CHP Genel Başkan Yardımcısı Veli Ağbaba, mali boyutunu 10 milyar dolar olarak hesapladıkları bu uygulamaya ilişkin, “Hem uygulamaların iptali için idari yargıya başvuracağız hem de bu işlemi yapanlar hakkında suç duyurusunda bulunacağız” dedi. Ağbaba, özetle şunları söyledi:
“Alaçatı’da Diyanet’e devredilen dükkân ve binalar, 1936 yılından bu yana belediyenin mülklerdir. Devredilen bu 22 dükkândan 14’ünün içkili mekan olması da amacı ortaya koyuyor. Bununla Alaçatı’daki turizmi bitirecekler. Tek tip insan yetiştirmeyi hedefleyenler kendi yaşam anlayışlarını dayatıyorlar. Hükümetin yaptığı, bir gasptır. Kime karşı, kendi yurttaşlarına karşı. Gaspın da yasalarda cezası vardır. Bunu devlet yaptı diye cezalandırılmaması düşünülemez. Bununla ilgili hukuki süreci Çeşme Belediyesi başlattı, biz de sonuna kadar takipçisi olacak. 
Yapılan sadece Alaçatı ile sınırlı değil. Birçok ilde ilginç kararlar alınıyor. Örneğin, Eskişehir’de mezarlıkları belediyeye bırakırken, kentin en önemli yerlerindeki çok değerli taşınmazlar verilmeyip gasp ediliyor. Ambulanslara bile merkezi hükümet el koyuyor. Ölüler belediyeye verilirken canlıları, yani para eden bina ve arsaları hükümet kendisine alıyor. Bunu da tamamen CHP’li belediyelere yönelik olarak yapıyorlar. 

Yine Muğla’da Ölüdeniz’in yıllardır halkın malı olan plajları resmen gasp edildi. Belediye verilmeyen bu plajlar bir şirkete, bir vakfa peşkeş çekiliyor. Aynı şekilde Dalyan’da da benzer uygulamaya gidiliyor.
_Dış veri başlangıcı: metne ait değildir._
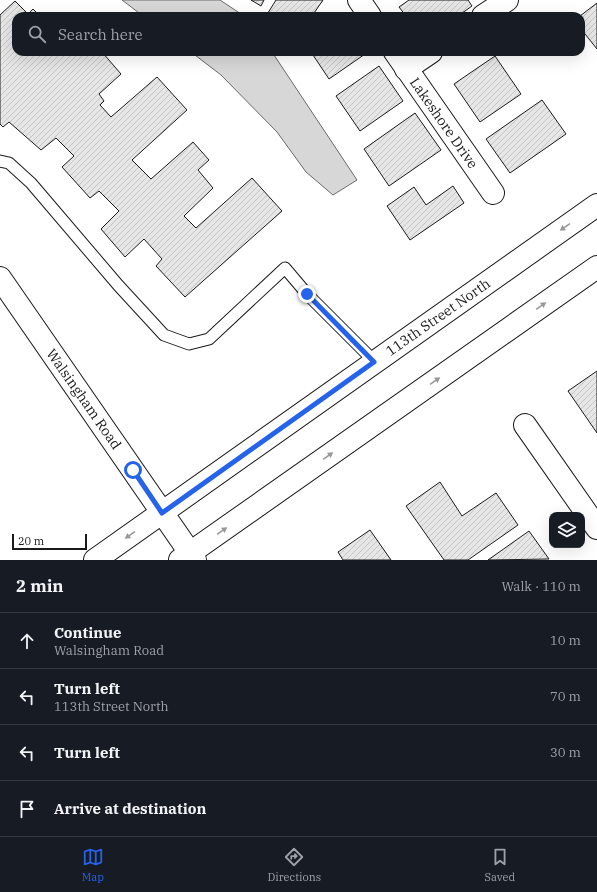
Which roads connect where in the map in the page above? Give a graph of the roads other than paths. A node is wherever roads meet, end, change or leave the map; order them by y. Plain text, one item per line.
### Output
1 (359, 0) edge
2 (507, 0) edge
3 (367, 12) edge
4 (489, 12) edge
5 (416, 56) edge
6 (400, 60) edge
7 (0, 161) edge
8 (494, 193) dead end
9 (597, 205) edge
10 (597, 267) edge
11 (0, 278) edge
12 (374, 362) junction
13 (525, 425) dead end
14 (162, 513) junction
15 (597, 528) edge
16 (188, 558) edge
17 (96, 560) edge

1 - 3 main road
2 - 4 main road
5 - 6 main road
6 - 8 main road, Lakeshore Drive
7 - 12 lane
9 -> 12 main road, 113th Street North
16 -> 10 main road
11 - 14 main road, Walsingham Road
12 - 14 main road, 113th Street North
13 - 15 main road
14 - 16 main road, Walsingham Road
14 -> 17 main road, 113th Street North

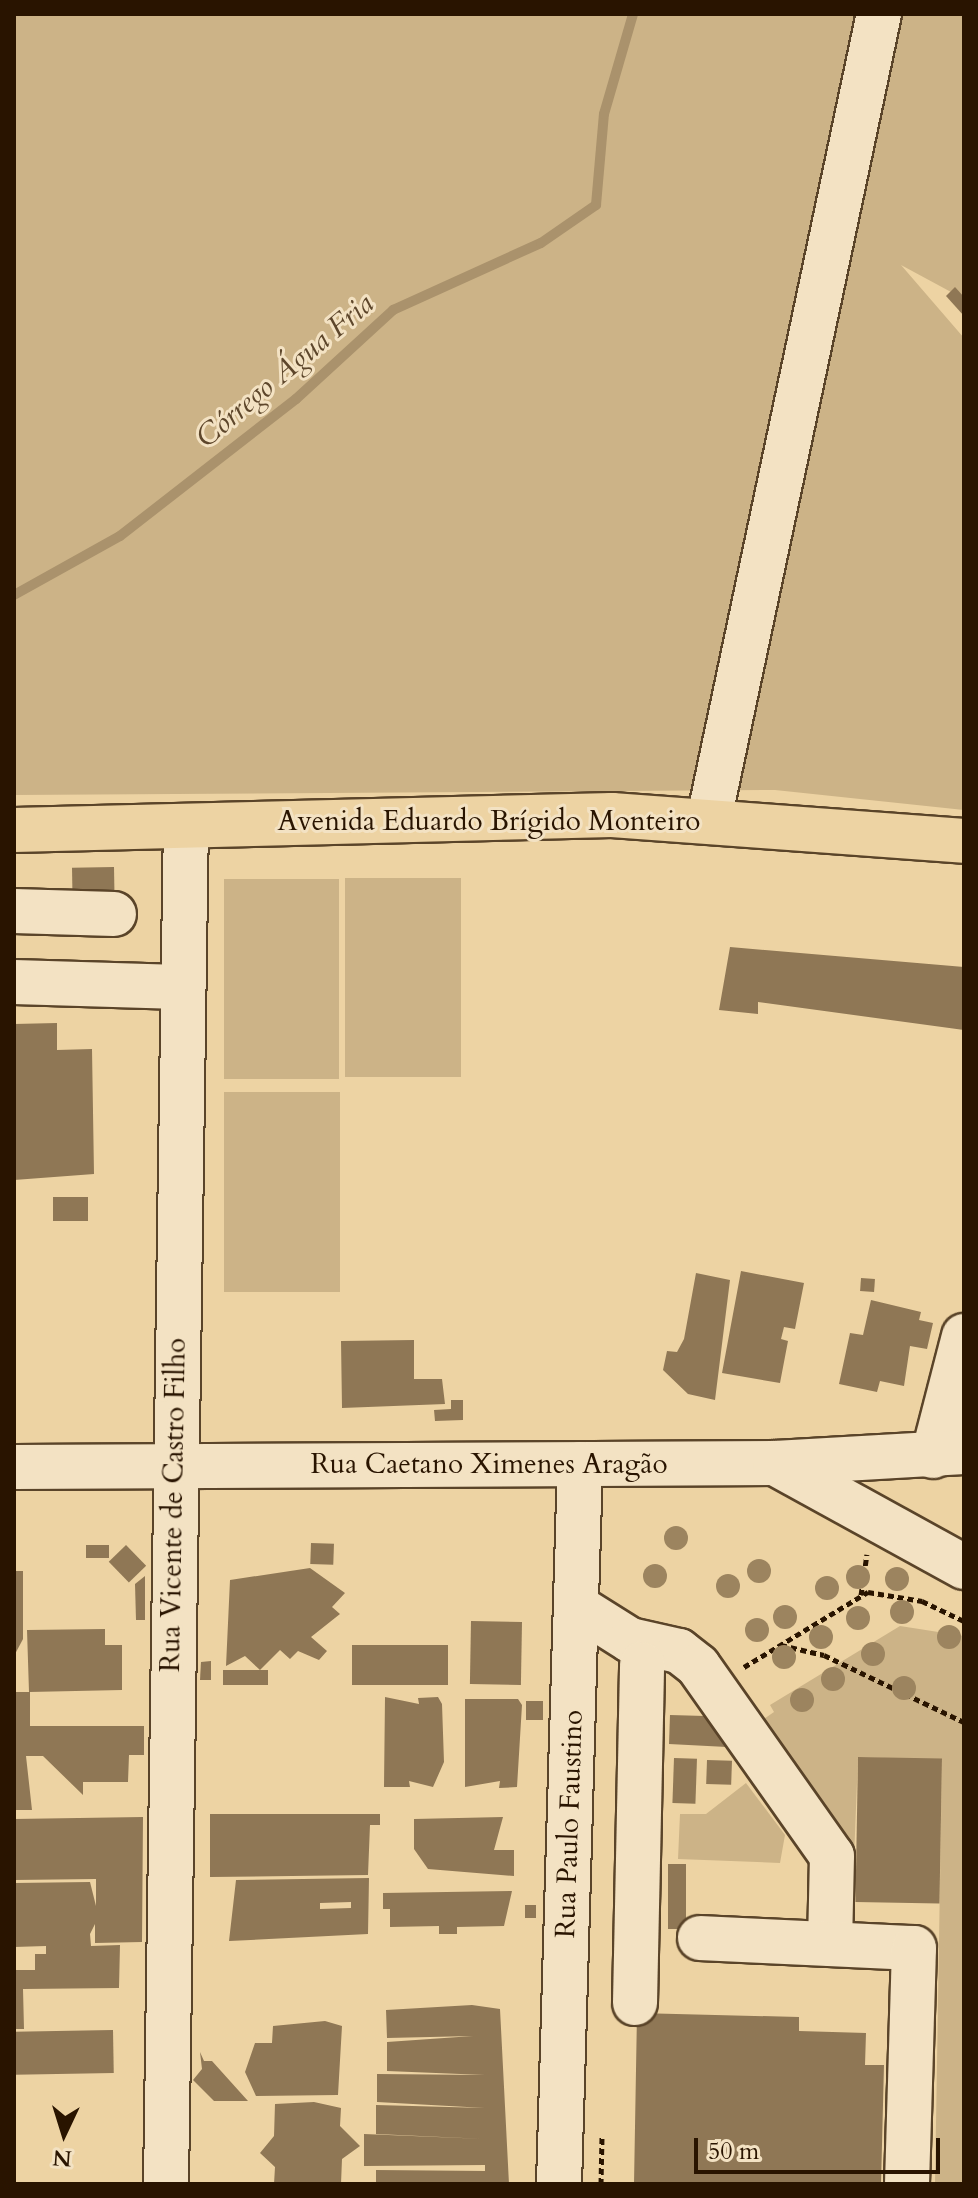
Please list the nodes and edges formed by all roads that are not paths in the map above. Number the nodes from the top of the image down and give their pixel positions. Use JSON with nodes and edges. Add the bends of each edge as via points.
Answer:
{"nodes":[{"id":1,"x":879,"y":14,"type":"edge"},
{"id":2,"x":709,"y":819,"type":"junction"},
{"id":3,"x":186,"y":826,"type":"junction"},
{"id":4,"x":14,"y":830,"type":"edge"},
{"id":5,"x":964,"y":841,"type":"edge"},
{"id":6,"x":14,"y":911,"type":"edge"},
{"id":7,"x":114,"y":914,"type":"dead end"},
{"id":8,"x":14,"y":982,"type":"edge"},
{"id":9,"x":180,"y":987,"type":"junction"},
{"id":10,"x":964,"y":1336,"type":"edge"},
{"id":11,"x":949,"y":1454,"type":"edge"},
{"id":12,"x":775,"y":1463,"type":"junction"},
{"id":13,"x":580,"y":1464,"type":"junction"},
{"id":14,"x":173,"y":1465,"type":"junction"},
{"id":15,"x":14,"y":1467,"type":"edge"},
{"id":16,"x":964,"y":1567,"type":"edge"},
{"id":17,"x":576,"y":1606,"type":"junction"},
{"id":18,"x":642,"y":1664,"type":"junction"},
{"id":19,"x":698,"y":1666,"type":"junction"},
{"id":20,"x":573,"y":1679,"type":"junction"},
{"id":21,"x":700,"y":1938,"type":"dead end"},
{"id":22,"x":830,"y":1944,"type":"junction"},
{"id":23,"x":635,"y":2003,"type":"dead end"},
{"id":24,"x":166,"y":2184,"type":"edge"},
{"id":25,"x":559,"y":2184,"type":"edge"},
{"id":26,"x":907,"y":2184,"type":"edge"}],
"edges":[{"from":1,"to":2,"type":"street"},
{"from":2,"to":3,"type":"main road","name":"Avenida Eduardo Brígido Monteiro"},
{"from":2,"to":5,"type":"main road","name":"Avenida Eduardo Brígido Monteiro"},
{"from":3,"to":4,"type":"main road","name":"Avenida Eduardo Brígido Monteiro"},
{"from":3,"to":9,"type":"street","name":"Rua Vicente de Castro Filho"},
{"from":6,"to":7,"type":"street"},
{"from":8,"to":9,"type":"street"},
{"from":9,"to":14,"type":"street","name":"Rua Vicente de Castro Filho"},
{"from":10,"to":11,"type":"street"},
{"from":11,"to":12,"type":"street","name":"Rua Caetano Ximenes Aragão"},
{"from":12,"to":13,"type":"street","name":"Rua Caetano Ximenes Aragão"},
{"from":12,"to":16,"type":"street"},
{"from":13,"to":14,"type":"street","name":"Rua Caetano Ximenes Aragão"},
{"from":13,"to":17,"type":"street","name":"Rua Paulo Faustino"},
{"from":14,"to":15,"type":"street","name":"Rua Caetano Ximenes Aragão"},
{"from":14,"to":24,"type":"street","name":"Rua Vicente de Castro Filho"},
{"from":17,"to":19,"type":"street","via":[[630,1640],[679,1651]]},
{"from":17,"to":20,"type":"street","name":"Rua Paulo Faustino"},
{"from":18,"to":19,"type":"street"},
{"from":18,"to":20,"type":"street"},
{"from":18,"to":23,"type":"street"},
{"from":19,"to":22,"type":"street","via":[[832,1856]]},
{"from":20,"to":25,"type":"street","name":"Rua Paulo Faustino"},
{"from":21,"to":22,"type":"street"},
{"from":22,"to":26,"type":"street","via":[[914,1948]]}]}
Yapılan son yasal düzenlemeye göre büyükşehirlerde kapatılan özel idarelerin mallarının belediyelere devredilmesi gerekirken, bizim belediyelerimize özel idarelerin borçları ve personelleri devrediliyor, malvarlıkları ise verilmiyor. 

Ama kendi belediyelerine, örneğin Ankara, Denizli, Şanlıurfa, Konya’da bütün mallar belediyeye devrediliyor. Ancak bu kadar çifte standart olabilir. Aydın ile Denizli iki komşu kent. Belediyesi bizde olan Aydın’da her türlü baskı yapılıyor, mallar devredilmiyor, ama belediyesi AKP’de olan Denizli’de ise özel idarenin malları belediyeye devrediliyor. Anormal bir uygulama ile bizim belediyelerimizden kaçırılan mallara ilişkin rakam bizim hesaplarımıza göre 10 milyar doların üzerinde. Sadece İzmir’de belediyeye verilmeyen taşınmazların değeri 4.5 milyar dolar. Şimdi bütün bu yapılanlar için hukuki süreci başlatıyoruz. Hepsine gerekli davalar açılacak. Çünkü yapılan anayasadaki eşitlik ilkesine de aykırı. Sadece dava açmakla da kalmayıp, bu uygulamayı yapan valiler başta olmak üzere kamu görevlileri için de suç duyurusunda bulunacağız.”